Demand for large-frame gas turbines from GE Vernova, Siemens Energy and Mitsubishi Power is so intense that an order backlog now exists for some units until 2030, with turnkey project costs reportedly doubling from roughly $1bn per GW to as much as $2.5bn per GW.

Regulatory landscape shifts

The regulatory landscape continues to shift rapidly on both sides of the Atlantic.

In the US, the June 18 FERC orders, issued under Section 206 of the Federal Power Act, require major RTOs to report on their ability to supply within 30 days and justify tariff proposals within 60 days. FERC deliberately left retail and facility siting to individual states, but singled out the Southwest Power Pool’s High Impact Large Load process as a potential model for fast-tracking operator applications.

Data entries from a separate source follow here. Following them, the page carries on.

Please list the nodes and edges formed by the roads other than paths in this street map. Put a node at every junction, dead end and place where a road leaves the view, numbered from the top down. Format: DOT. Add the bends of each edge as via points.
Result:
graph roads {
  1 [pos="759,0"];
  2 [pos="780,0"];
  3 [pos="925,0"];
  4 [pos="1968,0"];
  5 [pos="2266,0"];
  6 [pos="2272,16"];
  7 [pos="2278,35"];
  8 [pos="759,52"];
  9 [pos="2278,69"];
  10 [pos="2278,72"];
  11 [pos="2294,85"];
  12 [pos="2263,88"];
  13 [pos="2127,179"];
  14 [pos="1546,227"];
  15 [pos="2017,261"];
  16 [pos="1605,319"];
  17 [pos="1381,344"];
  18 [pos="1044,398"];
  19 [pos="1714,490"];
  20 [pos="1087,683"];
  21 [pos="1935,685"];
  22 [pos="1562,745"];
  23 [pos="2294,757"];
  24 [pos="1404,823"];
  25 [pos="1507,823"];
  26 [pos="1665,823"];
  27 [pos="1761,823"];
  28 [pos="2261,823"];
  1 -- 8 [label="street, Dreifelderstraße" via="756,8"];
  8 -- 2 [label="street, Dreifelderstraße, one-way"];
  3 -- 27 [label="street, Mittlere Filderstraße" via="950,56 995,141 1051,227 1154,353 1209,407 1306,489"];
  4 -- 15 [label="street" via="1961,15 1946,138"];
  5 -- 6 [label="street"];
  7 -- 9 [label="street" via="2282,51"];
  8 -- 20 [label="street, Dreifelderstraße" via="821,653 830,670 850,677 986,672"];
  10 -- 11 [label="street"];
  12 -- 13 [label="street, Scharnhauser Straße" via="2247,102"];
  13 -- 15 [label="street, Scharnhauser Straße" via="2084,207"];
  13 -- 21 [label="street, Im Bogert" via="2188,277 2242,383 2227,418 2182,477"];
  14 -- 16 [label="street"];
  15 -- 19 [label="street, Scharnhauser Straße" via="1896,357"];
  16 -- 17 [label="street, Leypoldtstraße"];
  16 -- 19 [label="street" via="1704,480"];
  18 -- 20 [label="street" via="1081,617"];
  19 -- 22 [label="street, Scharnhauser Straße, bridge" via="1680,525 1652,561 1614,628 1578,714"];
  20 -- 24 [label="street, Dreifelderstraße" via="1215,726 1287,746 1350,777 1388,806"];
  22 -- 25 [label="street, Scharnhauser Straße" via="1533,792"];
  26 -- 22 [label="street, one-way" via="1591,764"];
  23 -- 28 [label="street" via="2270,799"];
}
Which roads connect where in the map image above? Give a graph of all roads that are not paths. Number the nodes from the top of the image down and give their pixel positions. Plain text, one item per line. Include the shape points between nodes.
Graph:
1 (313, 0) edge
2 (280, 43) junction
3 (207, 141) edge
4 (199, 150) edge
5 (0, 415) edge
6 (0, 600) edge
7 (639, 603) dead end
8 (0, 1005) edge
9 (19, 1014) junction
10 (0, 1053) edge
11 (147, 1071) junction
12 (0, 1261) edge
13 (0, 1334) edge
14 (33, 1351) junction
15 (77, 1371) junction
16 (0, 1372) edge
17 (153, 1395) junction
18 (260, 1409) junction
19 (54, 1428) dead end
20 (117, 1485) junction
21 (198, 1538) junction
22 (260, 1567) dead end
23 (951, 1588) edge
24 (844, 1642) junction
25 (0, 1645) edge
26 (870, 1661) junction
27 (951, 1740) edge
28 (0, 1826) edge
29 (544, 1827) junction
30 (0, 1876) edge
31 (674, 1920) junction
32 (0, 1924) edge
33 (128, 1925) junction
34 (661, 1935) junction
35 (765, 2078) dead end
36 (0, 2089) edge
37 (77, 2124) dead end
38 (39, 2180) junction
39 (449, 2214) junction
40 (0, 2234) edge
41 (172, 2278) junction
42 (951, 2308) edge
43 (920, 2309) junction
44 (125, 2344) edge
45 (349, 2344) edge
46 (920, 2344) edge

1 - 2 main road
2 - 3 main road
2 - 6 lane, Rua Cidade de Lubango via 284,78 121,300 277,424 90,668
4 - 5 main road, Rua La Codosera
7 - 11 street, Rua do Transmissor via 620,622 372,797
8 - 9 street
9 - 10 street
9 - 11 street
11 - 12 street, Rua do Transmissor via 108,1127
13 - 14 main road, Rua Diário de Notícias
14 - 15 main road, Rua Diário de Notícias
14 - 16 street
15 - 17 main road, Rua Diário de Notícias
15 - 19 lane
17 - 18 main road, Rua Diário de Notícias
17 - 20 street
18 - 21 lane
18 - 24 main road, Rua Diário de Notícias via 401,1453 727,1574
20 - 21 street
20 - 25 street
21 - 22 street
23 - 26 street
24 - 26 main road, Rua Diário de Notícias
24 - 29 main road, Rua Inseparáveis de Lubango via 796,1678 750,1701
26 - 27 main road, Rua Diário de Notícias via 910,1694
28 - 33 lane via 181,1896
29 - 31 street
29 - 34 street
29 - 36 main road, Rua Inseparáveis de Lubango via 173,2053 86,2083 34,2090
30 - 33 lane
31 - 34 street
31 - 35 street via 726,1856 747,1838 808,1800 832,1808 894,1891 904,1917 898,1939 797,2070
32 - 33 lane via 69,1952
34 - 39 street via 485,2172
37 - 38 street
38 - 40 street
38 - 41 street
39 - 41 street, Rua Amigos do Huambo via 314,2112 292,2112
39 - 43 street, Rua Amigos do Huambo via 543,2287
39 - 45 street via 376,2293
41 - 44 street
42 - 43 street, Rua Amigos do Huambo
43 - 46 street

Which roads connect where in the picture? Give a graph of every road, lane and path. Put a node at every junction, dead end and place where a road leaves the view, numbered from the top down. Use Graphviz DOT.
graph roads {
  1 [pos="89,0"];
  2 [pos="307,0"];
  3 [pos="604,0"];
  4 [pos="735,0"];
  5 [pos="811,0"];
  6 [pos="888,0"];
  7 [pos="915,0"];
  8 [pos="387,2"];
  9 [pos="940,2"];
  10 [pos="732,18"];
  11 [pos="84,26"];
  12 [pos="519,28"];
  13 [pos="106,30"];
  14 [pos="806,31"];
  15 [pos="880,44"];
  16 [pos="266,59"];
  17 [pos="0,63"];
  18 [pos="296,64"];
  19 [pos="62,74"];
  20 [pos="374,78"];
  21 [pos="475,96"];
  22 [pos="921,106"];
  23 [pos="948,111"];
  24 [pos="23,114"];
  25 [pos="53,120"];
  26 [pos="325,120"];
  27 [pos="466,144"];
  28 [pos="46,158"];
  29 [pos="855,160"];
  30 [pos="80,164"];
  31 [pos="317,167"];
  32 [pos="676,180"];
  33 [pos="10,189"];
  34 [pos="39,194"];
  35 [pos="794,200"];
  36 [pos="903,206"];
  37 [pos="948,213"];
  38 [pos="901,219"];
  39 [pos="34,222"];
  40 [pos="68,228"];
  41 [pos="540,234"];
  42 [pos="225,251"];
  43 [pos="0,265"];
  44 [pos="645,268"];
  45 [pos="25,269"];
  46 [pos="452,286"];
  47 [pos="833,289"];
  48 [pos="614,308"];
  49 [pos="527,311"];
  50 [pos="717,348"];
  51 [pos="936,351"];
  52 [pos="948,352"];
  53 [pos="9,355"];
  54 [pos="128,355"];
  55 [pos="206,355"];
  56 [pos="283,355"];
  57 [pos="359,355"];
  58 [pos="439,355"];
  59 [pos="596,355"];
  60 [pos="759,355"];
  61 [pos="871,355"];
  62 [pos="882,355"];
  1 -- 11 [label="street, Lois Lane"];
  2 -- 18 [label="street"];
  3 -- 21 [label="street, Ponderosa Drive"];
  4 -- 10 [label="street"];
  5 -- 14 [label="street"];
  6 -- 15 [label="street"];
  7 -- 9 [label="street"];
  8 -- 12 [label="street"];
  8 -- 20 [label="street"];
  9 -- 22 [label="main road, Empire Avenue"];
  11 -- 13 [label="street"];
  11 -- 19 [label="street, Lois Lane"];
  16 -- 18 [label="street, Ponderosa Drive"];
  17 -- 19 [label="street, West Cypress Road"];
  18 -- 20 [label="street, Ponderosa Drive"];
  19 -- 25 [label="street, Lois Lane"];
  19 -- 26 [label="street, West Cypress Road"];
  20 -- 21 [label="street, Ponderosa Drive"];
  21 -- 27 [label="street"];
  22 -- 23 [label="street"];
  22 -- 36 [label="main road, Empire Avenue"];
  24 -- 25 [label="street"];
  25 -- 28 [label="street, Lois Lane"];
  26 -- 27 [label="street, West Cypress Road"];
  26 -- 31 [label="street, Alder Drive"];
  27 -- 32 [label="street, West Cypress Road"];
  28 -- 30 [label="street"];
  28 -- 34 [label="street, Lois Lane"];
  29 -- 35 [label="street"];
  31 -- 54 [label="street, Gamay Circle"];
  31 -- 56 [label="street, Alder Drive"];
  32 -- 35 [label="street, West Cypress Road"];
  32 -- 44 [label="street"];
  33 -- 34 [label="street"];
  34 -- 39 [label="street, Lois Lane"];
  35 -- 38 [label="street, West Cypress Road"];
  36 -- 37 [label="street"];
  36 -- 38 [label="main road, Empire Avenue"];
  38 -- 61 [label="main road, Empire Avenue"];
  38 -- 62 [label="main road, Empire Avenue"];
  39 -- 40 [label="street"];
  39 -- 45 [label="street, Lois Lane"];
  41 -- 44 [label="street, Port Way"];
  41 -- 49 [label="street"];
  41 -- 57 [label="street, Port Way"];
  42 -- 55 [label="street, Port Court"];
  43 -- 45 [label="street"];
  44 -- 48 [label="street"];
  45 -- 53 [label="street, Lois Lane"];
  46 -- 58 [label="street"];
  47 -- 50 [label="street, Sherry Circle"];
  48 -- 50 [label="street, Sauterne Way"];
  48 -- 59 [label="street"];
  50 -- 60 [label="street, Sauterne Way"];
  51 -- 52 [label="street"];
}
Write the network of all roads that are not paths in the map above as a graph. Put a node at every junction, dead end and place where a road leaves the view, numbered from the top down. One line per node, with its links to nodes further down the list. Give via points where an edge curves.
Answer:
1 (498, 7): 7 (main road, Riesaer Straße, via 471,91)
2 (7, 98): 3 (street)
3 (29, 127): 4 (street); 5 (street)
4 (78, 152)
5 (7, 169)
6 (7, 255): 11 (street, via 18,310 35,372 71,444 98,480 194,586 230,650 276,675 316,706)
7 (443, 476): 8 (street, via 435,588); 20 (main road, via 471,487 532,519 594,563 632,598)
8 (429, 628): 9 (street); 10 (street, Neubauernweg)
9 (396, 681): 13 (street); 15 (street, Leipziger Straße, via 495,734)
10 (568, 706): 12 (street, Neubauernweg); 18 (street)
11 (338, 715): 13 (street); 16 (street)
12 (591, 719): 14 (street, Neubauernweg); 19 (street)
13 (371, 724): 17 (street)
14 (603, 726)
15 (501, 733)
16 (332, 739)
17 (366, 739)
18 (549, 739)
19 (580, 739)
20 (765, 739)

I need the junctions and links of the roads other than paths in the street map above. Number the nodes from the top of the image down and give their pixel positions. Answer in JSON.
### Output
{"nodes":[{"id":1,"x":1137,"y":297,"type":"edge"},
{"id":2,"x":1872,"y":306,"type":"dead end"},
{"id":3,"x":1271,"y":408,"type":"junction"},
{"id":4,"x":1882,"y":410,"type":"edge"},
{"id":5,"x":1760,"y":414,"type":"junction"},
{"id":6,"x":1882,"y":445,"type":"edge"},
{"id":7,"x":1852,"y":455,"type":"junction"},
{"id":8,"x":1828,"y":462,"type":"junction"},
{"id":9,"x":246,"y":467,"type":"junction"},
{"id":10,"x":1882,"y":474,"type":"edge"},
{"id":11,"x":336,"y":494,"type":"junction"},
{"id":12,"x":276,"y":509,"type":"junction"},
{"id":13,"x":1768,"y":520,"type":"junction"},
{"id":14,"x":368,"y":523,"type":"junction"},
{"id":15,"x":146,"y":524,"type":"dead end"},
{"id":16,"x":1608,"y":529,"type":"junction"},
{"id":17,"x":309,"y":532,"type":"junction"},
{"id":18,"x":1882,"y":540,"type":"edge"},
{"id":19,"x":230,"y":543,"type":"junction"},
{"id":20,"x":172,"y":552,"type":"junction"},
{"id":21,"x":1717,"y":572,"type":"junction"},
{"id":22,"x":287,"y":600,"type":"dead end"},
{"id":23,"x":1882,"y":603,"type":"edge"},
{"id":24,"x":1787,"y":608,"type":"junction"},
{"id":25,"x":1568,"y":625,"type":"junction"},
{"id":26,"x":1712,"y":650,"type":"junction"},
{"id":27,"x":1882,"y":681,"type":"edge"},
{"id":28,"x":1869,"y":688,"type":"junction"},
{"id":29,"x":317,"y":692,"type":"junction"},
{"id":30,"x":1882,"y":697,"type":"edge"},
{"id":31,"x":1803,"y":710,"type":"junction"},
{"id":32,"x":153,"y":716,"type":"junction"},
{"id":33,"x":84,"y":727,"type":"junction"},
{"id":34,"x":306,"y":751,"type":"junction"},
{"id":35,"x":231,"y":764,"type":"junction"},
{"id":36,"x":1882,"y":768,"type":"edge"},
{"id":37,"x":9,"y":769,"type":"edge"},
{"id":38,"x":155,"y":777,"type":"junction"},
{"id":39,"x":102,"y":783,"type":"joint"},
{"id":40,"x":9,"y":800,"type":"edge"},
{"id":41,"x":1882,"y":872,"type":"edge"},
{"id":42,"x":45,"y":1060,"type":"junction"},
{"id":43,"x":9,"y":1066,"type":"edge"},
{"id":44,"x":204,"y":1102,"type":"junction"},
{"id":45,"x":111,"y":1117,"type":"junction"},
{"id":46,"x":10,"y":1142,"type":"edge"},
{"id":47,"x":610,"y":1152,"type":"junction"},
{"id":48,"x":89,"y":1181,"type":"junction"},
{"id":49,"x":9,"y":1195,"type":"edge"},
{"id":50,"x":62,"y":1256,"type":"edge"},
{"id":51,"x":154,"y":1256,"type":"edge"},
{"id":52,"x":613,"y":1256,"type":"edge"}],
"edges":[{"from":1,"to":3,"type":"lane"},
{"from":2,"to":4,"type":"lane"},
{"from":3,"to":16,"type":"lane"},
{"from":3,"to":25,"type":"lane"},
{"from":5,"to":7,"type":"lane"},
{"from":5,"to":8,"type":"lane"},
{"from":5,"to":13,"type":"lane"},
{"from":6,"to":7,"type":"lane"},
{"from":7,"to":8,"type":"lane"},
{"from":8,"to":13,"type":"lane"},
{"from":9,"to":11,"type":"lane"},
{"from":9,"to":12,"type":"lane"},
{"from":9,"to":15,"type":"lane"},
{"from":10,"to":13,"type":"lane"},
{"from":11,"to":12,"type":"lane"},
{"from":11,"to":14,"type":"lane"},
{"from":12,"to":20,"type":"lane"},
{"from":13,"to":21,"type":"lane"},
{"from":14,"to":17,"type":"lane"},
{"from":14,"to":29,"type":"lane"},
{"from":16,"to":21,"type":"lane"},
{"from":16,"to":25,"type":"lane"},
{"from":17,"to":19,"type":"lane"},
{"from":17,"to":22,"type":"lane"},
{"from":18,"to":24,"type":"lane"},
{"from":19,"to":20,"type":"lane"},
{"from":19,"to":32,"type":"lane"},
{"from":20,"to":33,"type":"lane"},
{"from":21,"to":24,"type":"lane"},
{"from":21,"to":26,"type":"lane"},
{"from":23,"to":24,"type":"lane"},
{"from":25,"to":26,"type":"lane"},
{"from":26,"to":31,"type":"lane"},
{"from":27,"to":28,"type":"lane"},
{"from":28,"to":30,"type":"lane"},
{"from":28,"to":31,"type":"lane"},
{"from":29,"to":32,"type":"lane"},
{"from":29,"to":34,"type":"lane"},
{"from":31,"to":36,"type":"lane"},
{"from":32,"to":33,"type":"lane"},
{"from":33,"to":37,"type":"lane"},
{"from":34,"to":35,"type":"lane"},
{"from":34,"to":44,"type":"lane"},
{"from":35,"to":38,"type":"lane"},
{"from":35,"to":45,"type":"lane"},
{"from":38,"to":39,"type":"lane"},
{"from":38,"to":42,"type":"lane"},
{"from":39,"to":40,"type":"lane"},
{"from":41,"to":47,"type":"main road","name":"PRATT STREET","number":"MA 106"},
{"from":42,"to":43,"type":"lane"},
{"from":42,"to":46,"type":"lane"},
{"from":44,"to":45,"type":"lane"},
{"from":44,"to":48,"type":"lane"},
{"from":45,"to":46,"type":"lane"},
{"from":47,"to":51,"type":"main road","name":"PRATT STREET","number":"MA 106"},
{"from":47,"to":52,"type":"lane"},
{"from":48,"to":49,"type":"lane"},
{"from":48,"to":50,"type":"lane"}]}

In Ireland, the government officially ended its multi-year datacentre moratorium in December 2025 by introducing a Large Energy Users Connection Policy. New facilities must now operate under a “bring your own power” model, installing onsite or proximate generation capable of matching their maximum requested demand. Operators must also meet at least 80% of annual electricity demand through additional renewable energy projects generated within the Republic of Ireland within six years of connection.

In Virginia – home to “Data Center Alley” in Loudoun County – a rate class takes effect from January 2027 that requires datacentres to cover 85% of transmission and distribution costs and 60% of generation demand, to directly addressing the cost-allocation tensions that have fuelled community opposition.